Both parties have been keen to stress that this collaboration will be just the start of a broader relationship, with the new relationship conceived at a time when increased innovation and fragmentation in the financial ecosystem is creating more ways for money to move – and more consumer demand for choice.
Importantly, it is also directly aligned with both G20 and UN Sustainable Development goals on the speed, transparency, cost, and access of cross-border transactions. Customer experience and wellbeing is at the heart of what Wise is looking to accomplish.
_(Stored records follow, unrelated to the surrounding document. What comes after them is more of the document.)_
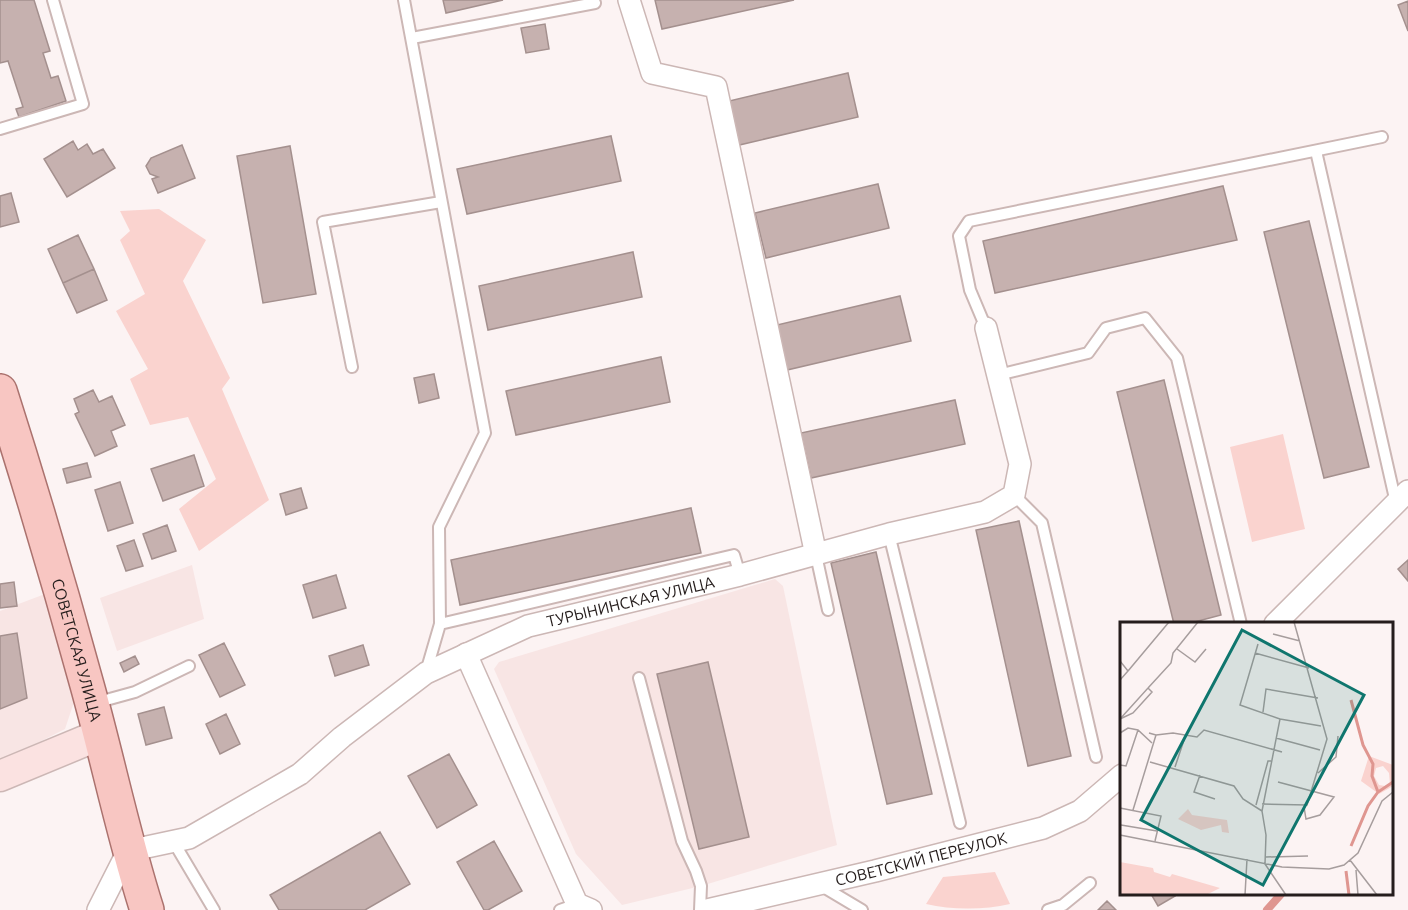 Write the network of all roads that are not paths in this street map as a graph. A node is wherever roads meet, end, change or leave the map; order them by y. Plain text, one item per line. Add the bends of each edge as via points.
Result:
1 (53, 0) edge
2 (404, 0) edge
3 (629, 0) edge
4 (595, 3) dead end
5 (412, 38) junction
6 (0, 129) edge
7 (1382, 137) dead end
8 (1316, 151) junction
9 (441, 202) junction
10 (986, 328) joint
11 (352, 367) dead end
12 (998, 375) junction
13 (0, 391) edge
14 (1014, 495) junction
15 (1402, 497) edge
16 (889, 534) junction
17 (816, 555) junction
18 (740, 575) junction
19 (828, 610) dead end
20 (1241, 622) edge
21 (1277, 622) edge
22 (440, 624) junction
23 (466, 654) junction
24 (189, 666) dead end
25 (426, 673) junction
26 (639, 678) dead end
27 (96, 719) junction
28 (1096, 757) dead end
29 (0, 776) edge
30 (1120, 778) edge
31 (960, 823) dead end
32 (172, 841) junction
33 (128, 851) junction
34 (1090, 882) dead end
35 (817, 883) junction
36 (576, 908) edge
37 (98, 910) edge
38 (147, 910) edge
39 (214, 910) edge
40 (700, 910) edge
41 (707, 910) edge
42 (862, 910) edge
43 (1048, 910) edge

1 - 6 lane via 83,104
2 - 5 lane
3 - 17 street via 652,73 716,87
4 - 5 lane
5 - 9 lane
7 - 8 lane
8 - 10 lane via 969,221 959,236 970,290
8 - 15 lane
9 - 11 lane via 323,222
9 - 22 lane via 486,433 439,527
10 - 12 street
12 - 14 street via 1020,464
12 - 20 lane via 1088,352 1106,328 1145,318 1177,358
13 - 27 main road, СОВЕТСКАЯ УЛИЦА
14 - 16 street, ТУРЫНИНСКАЯ УЛИЦА via 985,512
14 - 28 lane via 1042,523
15 - 21 street
16 - 17 street, ТУРЫНИНСКАЯ УЛИЦА
16 - 31 lane
17 - 18 street, ТУРЫНИНСКАЯ УЛИЦА
17 - 19 lane
18 - 22 lane via 734,555
18 - 23 street, ТУРЫНИНСКАЯ УЛИЦА via 528,626
22 - 25 lane
23 - 25 street, ТУРЫНИНСКАЯ УЛИЦА
23 - 36 street
24 - 27 lane via 135,692
25 - 32 street, ТУРЫНИНСКАЯ УЛИЦА via 300,774 189,838
26 - 40 lane via 682,841 701,886
27 - 29 street
27 - 33 main road, СОВЕТСКАЯ УЛИЦА
30 - 35 street, СОВЕТСКИЙ ПЕРЕУЛОК via 1080,811 1043,828
32 - 33 street, ТУРЫНИНСКАЯ УЛИЦА
32 - 39 lane
33 - 37 street
33 - 38 main road, СОВЕТСКАЯ УЛИЦА
34 - 43 lane via 1063,905
35 - 41 street, СОВЕТСКИЙ ПЕРЕУЛОК
35 - 42 lane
“One of the areas of regulation that’s closest to our hearts is how customers see the fees when they send money internationally,” said Naudé. “We’ve been asking for years, and continue to ask, for stricter and tighter regulation around helping customers understand how much it costs them when they send money overseas. One thing we’re really pushing for, and asking regulators to do, is to bring more transparency to the industry, and help everyone work off the same level playing field. Then everyone will be able to have the same point of comparison and the same understanding of what the total cost actually is.”
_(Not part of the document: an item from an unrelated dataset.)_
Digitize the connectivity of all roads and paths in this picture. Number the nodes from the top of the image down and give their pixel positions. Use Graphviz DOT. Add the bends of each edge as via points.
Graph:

With a laser-sharp understanding of customer paint points, an enviable roster of partners, and a rapidly growing footprint, the future looks bright for one of fintech’s biggest success stories.
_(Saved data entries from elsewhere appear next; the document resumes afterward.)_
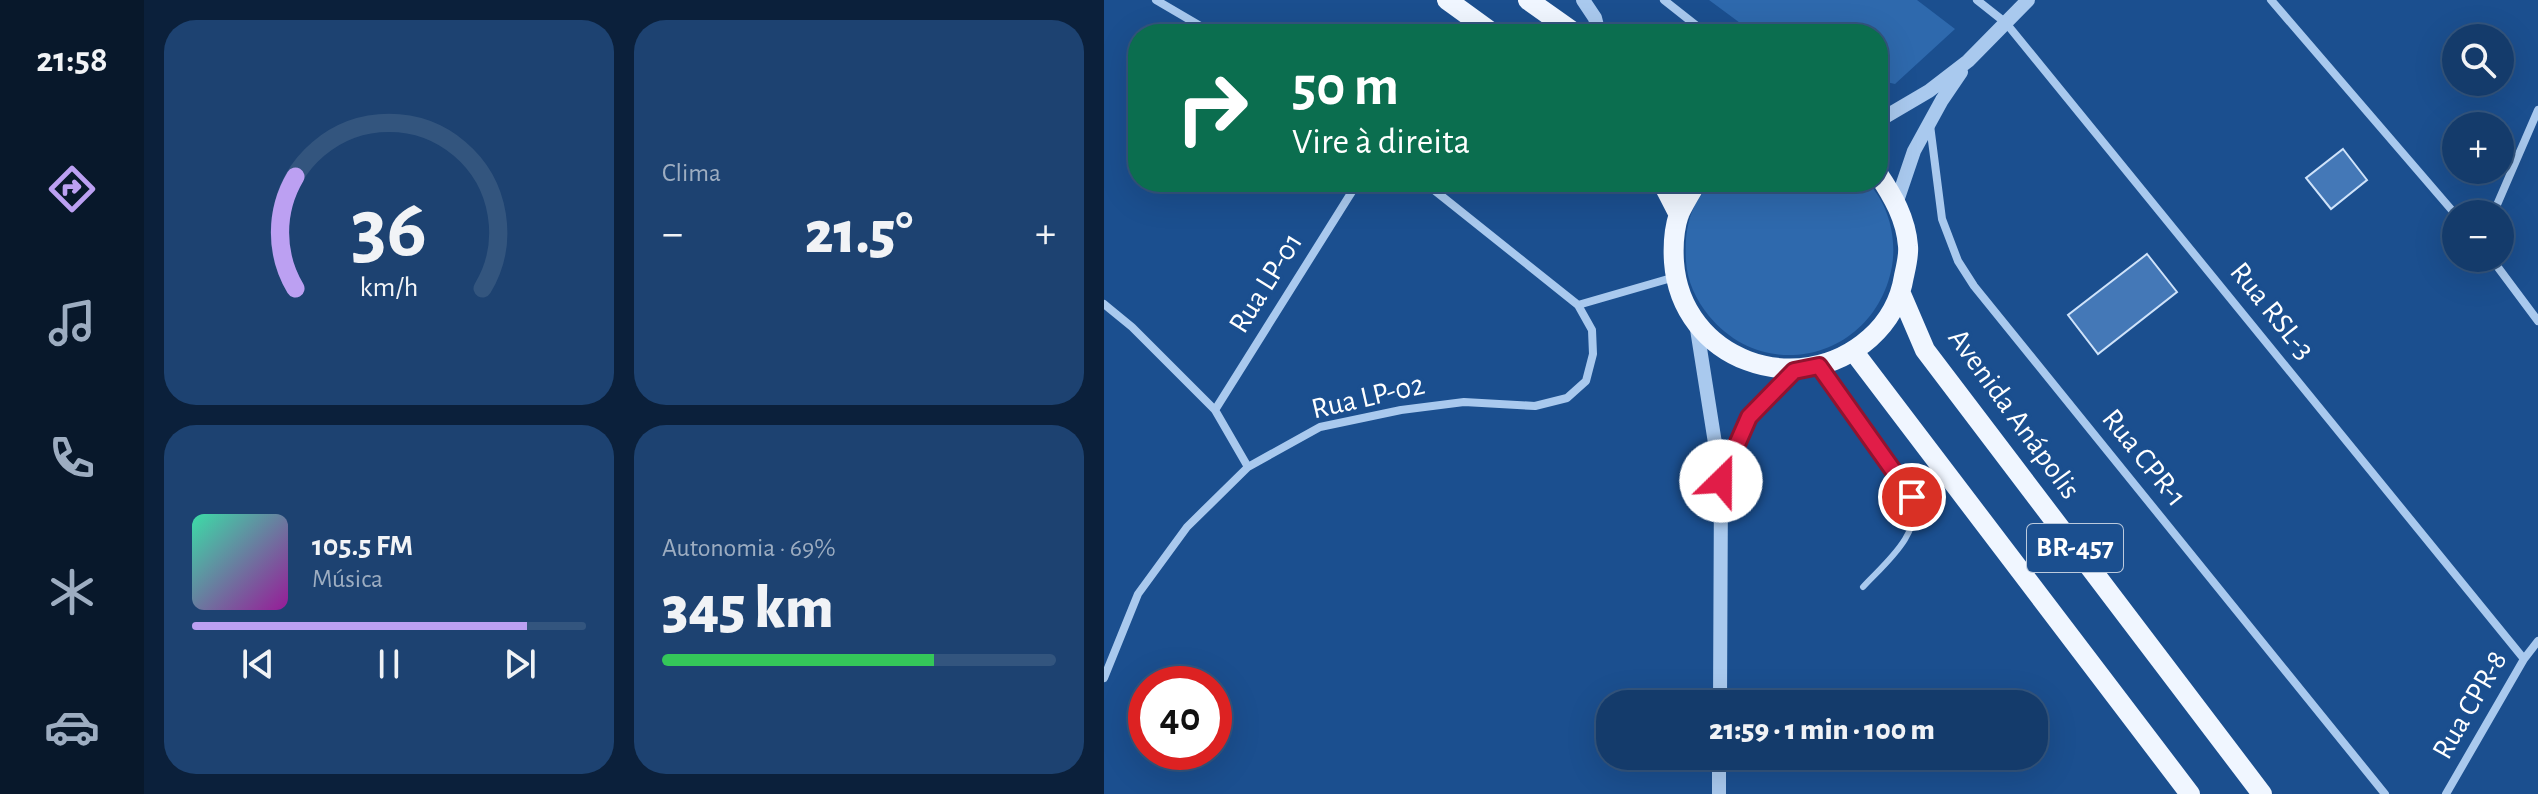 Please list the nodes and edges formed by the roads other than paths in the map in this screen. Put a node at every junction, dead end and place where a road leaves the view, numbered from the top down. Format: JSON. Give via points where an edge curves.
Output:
{"nodes":[{"id":1,"x":1156,"y":0,"type":"edge"},
{"id":2,"x":1447,"y":0,"type":"edge"},
{"id":3,"x":1528,"y":0,"type":"edge"},
{"id":4,"x":1583,"y":0,"type":"edge"},
{"id":5,"x":1664,"y":0,"type":"edge"},
{"id":6,"x":1977,"y":0,"type":"edge"},
{"id":7,"x":2028,"y":0,"type":"edge"},
{"id":8,"x":2271,"y":0,"type":"edge"},
{"id":9,"x":2006,"y":23,"type":"junction"},
{"id":10,"x":1197,"y":24,"type":"edge"},
{"id":11,"x":1480,"y":24,"type":"edge"},
{"id":12,"x":1562,"y":24,"type":"edge"},
{"id":13,"x":1596,"y":24,"type":"edge"},
{"id":14,"x":1694,"y":24,"type":"edge"},
{"id":15,"x":1968,"y":61,"type":"junction"},
{"id":16,"x":1888,"y":109,"type":"edge"},
{"id":17,"x":2538,"y":110,"type":"edge"},
{"id":18,"x":1930,"y":121,"type":"junction"},
{"id":19,"x":1888,"y":188,"type":"edge"},
{"id":20,"x":1352,"y":192,"type":"edge"},
{"id":21,"x":1437,"y":192,"type":"edge"},
{"id":22,"x":1667,"y":192,"type":"edge"},
{"id":23,"x":1692,"y":192,"type":"edge"},
{"id":24,"x":2443,"y":200,"type":"edge"},
{"id":25,"x":2499,"y":200,"type":"edge"},
{"id":26,"x":1897,"y":201,"type":"junction"},
{"id":27,"x":1679,"y":215,"type":"junction"},
{"id":28,"x":2501,"y":272,"type":"edge"},
{"id":29,"x":1675,"y":276,"type":"junction"},
{"id":30,"x":1901,"y":294,"type":"junction"},
{"id":31,"x":1104,"y":304,"type":"edge"},
{"id":32,"x":1578,"y":305,"type":"junction"},
{"id":33,"x":2538,"y":321,"type":"edge"},
{"id":34,"x":1696,"y":322,"type":"junction"},
{"id":35,"x":1854,"y":352,"type":"junction"},
{"id":36,"x":1819,"y":366,"type":"junction"},
{"id":37,"x":1794,"y":371,"type":"junction"},
{"id":38,"x":1215,"y":410,"type":"junction"},
{"id":39,"x":1248,"y":467,"type":"junction"},
{"id":40,"x":1721,"y":481,"type":"junction"},
{"id":41,"x":1863,"y":587,"type":"dead end"},
{"id":42,"x":2538,"y":641,"type":"edge"},
{"id":43,"x":2524,"y":659,"type":"junction"},
{"id":44,"x":1104,"y":678,"type":"edge"},
{"id":45,"x":1720,"y":690,"type":"edge"},
{"id":46,"x":1719,"y":770,"type":"edge"},
{"id":47,"x":1719,"y":794,"type":"edge"},
{"id":48,"x":2190,"y":794,"type":"edge"},
{"id":49,"x":2262,"y":794,"type":"edge"},
{"id":50,"x":2385,"y":794,"type":"edge"},
{"id":51,"x":2446,"y":794,"type":"edge"}],
"edges":[{"from":1,"to":10,"type":"street"},
{"from":2,"to":11,"type":"main road"},
{"from":3,"to":12,"type":"main road"},
{"from":4,"to":13,"type":"street"},
{"from":5,"to":14,"type":"street"},
{"from":6,"to":9,"type":"street","name":"Rua RSL-3"},
{"from":7,"to":9,"type":"street"},
{"from":8,"to":24,"type":"street"},
{"from":9,"to":15,"type":"street"},
{"from":9,"to":43,"type":"street","name":"Rua RSL-3"},
{"from":15,"to":16,"type":"street","via":[[1929,91]]},
{"from":15,"to":18,"type":"street"},
{"from":17,"to":25,"type":"street"},
{"from":18,"to":26,"type":"street"},
{"from":18,"to":50,"type":"street","name":"Rua CPR-1","via":[[1942,219],[1974,286]]},
{"from":19,"to":26,"type":"main road"},
{"from":20,"to":38,"type":"street","name":"Rua LP-01"},
{"from":21,"to":32,"type":"street"},
{"from":22,"to":27,"type":"main road"},
{"from":23,"to":27,"type":"main road"},
{"from":26,"to":30,"type":"main road","via":[[1909,247]]},
{"from":27,"to":29,"type":"main road","via":[[1673,245]]},
{"from":28,"to":33,"type":"street"},
{"from":29,"to":32,"type":"street"},
{"from":29,"to":34,"type":"main road"},
{"from":30,"to":35,"type":"main road","via":[[1883,327]]},
{"from":30,"to":49,"type":"main road","name":"Avenida Anápolis","number":"BR-457","via":[[1925,350]]},
{"from":31,"to":38,"type":"street"},
{"from":32,"to":39,"type":"street","name":"Rua LP-02","via":[[1592,330],[1593,354],[1586,381],[1567,398],[1535,406],[1464,402],[1333,424]]},
{"from":34,"to":37,"type":"main road","via":[[1723,349],[1757,365]]},
{"from":34,"to":40,"type":"street"},
{"from":35,"to":36,"type":"main road"},
{"from":35,"to":48,"type":"main road","number":"BR-457"},
{"from":36,"to":37,"type":"main road"},
{"from":36,"to":41,"type":"lane","via":[[1915,507],[1899,550]]},
{"from":37,"to":40,"type":"street","via":[[1749,417]]},
{"from":38,"to":39,"type":"street"},
{"from":39,"to":44,"type":"street","name":"Rua LP-02","via":[[1187,527],[1138,594]]},
{"from":40,"to":45,"type":"street"},
{"from":42,"to":43,"type":"street","name":"Rua CPR-8"},
{"from":43,"to":51,"type":"street","name":"Rua CPR-8"},
{"from":46,"to":47,"type":"street"}]}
Founders stories: Kristo Käärmann Taavet Hinrikus
Selected as one of the World Economic Forum’s Technology Pioneers 2015, Käärmann is still the CEO of Wise.
In May 2023, he announced he was taking a three-month sabbatical to spend time with his family and look after his new-born son, saying that his time off was ‘overdue’. Hinrikus stepped down from his role as chairman and director of Wise in December 2021, and was replaced by David Wells, the former CFO of Netflix.
Since leaving Wise, he has been working as a partner at Plural Platform. In 2023, both founders improved their positions in The Sunday Times Rich List of the wealthiest people in the UK. Käärmann was ranked 156th, worth £1.134billion, with Hinrikus ranked 197th with a net worth of £861million.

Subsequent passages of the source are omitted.